◆ Directions for this task
Could each entry be returned exactly as it appears?

◆ Information shown
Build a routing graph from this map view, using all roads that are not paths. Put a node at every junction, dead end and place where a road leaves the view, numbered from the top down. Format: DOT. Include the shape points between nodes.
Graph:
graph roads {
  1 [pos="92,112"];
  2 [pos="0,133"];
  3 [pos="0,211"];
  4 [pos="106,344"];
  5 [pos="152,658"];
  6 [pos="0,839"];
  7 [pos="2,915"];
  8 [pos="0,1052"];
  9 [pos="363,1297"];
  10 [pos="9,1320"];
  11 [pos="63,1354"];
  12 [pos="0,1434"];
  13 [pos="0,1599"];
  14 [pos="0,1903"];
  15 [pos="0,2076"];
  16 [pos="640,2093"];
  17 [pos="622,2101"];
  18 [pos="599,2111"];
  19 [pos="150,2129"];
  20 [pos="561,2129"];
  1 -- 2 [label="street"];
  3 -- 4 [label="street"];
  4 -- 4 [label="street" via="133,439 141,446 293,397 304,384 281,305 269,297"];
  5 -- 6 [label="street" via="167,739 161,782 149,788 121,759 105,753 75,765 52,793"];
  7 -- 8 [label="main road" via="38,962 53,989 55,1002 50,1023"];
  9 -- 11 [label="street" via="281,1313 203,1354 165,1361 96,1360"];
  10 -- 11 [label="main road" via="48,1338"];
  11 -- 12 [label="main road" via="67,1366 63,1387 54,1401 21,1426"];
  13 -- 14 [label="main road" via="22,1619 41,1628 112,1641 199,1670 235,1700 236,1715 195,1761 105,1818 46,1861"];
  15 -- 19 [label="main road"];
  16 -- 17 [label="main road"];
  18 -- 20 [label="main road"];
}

◆ Answer space
Build a routing graph from this map view, using all roads that are not paths. Put a node at every junction, dead end and place where a road leaves the view, numbered from the top down. Format: DOT. Include the shape points between nodes.
Graph:
graph roads {
  1 [pos="92,112"];
  2 [pos="0,133"];
  3 [pos="0,211"];
  4 [pos="106,344"];
  5 [pos="152,658"];
  6 [pos="0,839"];
  7 [pos="2,915"];
  8 [pos="0,1052"];
  9 [pos="363,1297"];
  10 [pos="9,1320"];
  11 [pos="63,1354"];
  12 [pos="0,1434"];
  13 [pos="0,1599"];
  14 [pos="0,1903"];
  15 [pos="0,2076"];
  16 [pos="640,2093"];
  17 [pos="622,2101"];
  18 [pos="599,2111"];
  19 [pos="150,2129"];
  20 [pos="561,2129"];
  1 -- 2 [label="street"];
  3 -- 4 [label="street"];
  4 -- 4 [label="street" via="133,439 141,446 293,397 304,384 281,305 269,297"];
  5 -- 6 [label="street" via="167,739 161,782 149,788 121,759 105,753 75,765 52,793"];
  7 -- 8 [label="main road" via="38,962 53,989 55,1002 50,1023"];
  9 -- 11 [label="street" via="281,1313 203,1354 165,1361 96,1360"];
  10 -- 11 [label="main road" via="48,1338"];
  11 -- 12 [label="main road" via="67,1366 63,1387 54,1401 21,1426"];
  13 -- 14 [label="main road" via="22,1619 41,1628 112,1641 199,1670 235,1700 236,1715 195,1761 105,1818 46,1861"];
  15 -- 19 [label="main road"];
  16 -- 17 [label="main road"];
  18 -- 20 [label="main road"];
}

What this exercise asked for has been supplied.